__PROBLEM TO SOLVE__
Scan the material below for "Fernando", then return each line that contains it.

__INFORMATION PROVIDED__
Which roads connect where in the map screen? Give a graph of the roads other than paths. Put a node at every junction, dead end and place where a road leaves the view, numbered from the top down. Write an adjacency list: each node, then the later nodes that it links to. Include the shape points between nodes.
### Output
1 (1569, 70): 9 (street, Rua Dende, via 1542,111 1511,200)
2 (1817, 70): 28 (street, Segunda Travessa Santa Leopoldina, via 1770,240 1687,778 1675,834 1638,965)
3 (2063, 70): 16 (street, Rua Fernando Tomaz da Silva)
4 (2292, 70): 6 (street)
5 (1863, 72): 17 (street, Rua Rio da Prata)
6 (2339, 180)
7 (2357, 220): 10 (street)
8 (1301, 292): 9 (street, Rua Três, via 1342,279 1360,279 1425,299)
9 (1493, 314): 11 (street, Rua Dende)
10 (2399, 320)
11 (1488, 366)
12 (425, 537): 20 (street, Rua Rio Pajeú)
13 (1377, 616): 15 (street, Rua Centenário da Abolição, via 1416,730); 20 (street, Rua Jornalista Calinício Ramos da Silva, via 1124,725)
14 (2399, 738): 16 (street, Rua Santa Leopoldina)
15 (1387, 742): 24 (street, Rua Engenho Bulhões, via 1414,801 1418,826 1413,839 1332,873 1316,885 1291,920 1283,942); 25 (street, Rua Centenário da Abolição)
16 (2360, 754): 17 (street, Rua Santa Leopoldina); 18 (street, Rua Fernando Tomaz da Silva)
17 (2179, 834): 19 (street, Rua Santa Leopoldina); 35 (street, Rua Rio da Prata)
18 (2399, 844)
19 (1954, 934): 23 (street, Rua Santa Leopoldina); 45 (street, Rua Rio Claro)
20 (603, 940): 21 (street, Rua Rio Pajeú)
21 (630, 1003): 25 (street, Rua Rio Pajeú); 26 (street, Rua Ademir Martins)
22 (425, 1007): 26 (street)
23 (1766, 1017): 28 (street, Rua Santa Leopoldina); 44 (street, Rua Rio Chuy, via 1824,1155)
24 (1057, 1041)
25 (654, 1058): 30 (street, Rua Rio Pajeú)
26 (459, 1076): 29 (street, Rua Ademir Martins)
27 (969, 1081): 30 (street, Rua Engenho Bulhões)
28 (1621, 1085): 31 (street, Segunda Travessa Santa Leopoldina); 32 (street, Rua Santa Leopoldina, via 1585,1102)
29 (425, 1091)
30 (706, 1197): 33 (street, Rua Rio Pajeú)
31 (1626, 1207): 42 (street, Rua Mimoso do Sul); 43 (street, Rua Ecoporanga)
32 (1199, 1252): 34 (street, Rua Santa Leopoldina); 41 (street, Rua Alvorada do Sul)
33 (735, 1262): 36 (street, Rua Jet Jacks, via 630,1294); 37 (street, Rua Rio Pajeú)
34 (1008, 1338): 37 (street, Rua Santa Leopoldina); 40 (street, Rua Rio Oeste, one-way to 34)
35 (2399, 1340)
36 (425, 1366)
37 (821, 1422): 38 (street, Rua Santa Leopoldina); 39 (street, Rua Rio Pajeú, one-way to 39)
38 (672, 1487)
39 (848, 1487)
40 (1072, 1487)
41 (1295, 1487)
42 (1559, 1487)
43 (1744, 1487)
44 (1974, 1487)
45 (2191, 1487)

__COMPLETED EXERCISE__
3 (2063, 70): 16 (street, Rua Fernando Tomaz da Silva)
16 (2360, 754): 17 (street, Rua Santa Leopoldina); 18 (street, Rua Fernando Tomaz da Silva)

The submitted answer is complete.